> **What the task requires**
The records below need to come back exactly as they are, pictures omitted.
──────── Extracted information
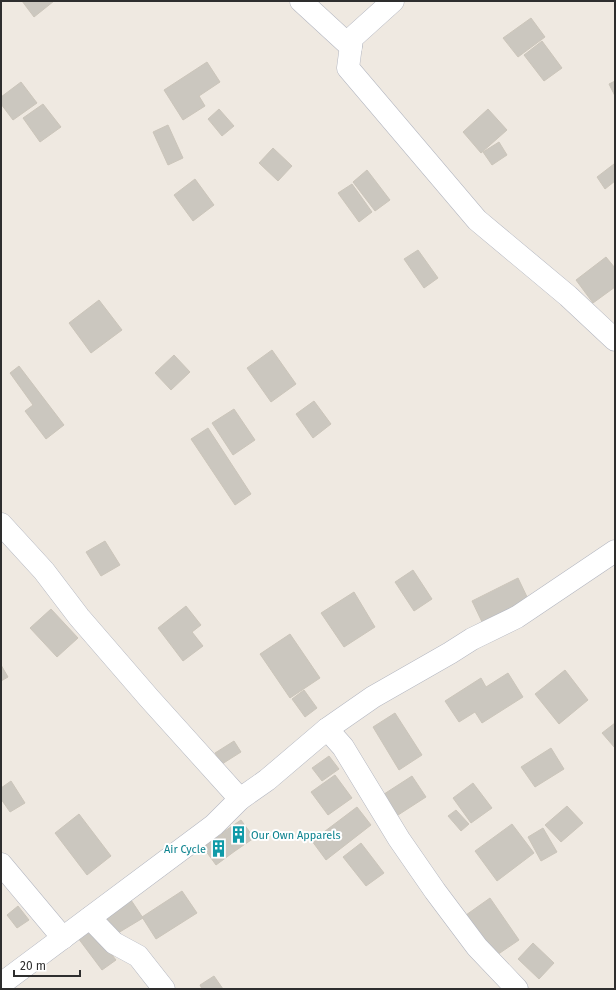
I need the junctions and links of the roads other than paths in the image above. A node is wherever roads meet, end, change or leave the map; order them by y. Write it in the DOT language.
graph roads {
  1 [pos="301,1"];
  2 [pos="393,1"];
  3 [pos="351,47"];
  4 [pos="615,340"];
  5 [pos="1,524"];
  6 [pos="615,551"];
  7 [pos="327,729"];
  8 [pos="240,799"];
  9 [pos="1,864"];
  10 [pos="90,918"];
  11 [pos="63,938"];
  12 [pos="1,984"];
  13 [pos="164,989"];
  14 [pos="517,989"];
  1 -- 3 [label="street"];
  2 -- 3 [label="street"];
  3 -- 4 [label="street"];
  5 -- 8 [label="street"];
  6 -- 7 [label="street"];
  7 -- 8 [label="street"];
  7 -- 14 [label="street"];
  8 -- 10 [label="street"];
  9 -- 11 [label="street"];
  10 -- 11 [label="street"];
  10 -- 13 [label="street"];
  11 -- 12 [label="street"];
}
────────────────
> **Reply**
I need the junctions and links of the roads other than paths in the image above. A node is wherever roads meet, end, change or leave the map; order them by y. Write it in the DOT language.
graph roads {
  1 [pos="301,1"];
  2 [pos="393,1"];
  3 [pos="351,47"];
  4 [pos="615,340"];
  5 [pos="1,524"];
  6 [pos="615,551"];
  7 [pos="327,729"];
  8 [pos="240,799"];
  9 [pos="1,864"];
  10 [pos="90,918"];
  11 [pos="63,938"];
  12 [pos="1,984"];
  13 [pos="164,989"];
  14 [pos="517,989"];
  1 -- 3 [label="street"];
  2 -- 3 [label="street"];
  3 -- 4 [label="street"];
  5 -- 8 [label="street"];
  6 -- 7 [label="street"];
  7 -- 8 [label="street"];
  7 -- 14 [label="street"];
  8 -- 10 [label="street"];
  9 -- 11 [label="street"];
  10 -- 11 [label="street"];
  10 -- 13 [label="street"];
  11 -- 12 [label="street"];
}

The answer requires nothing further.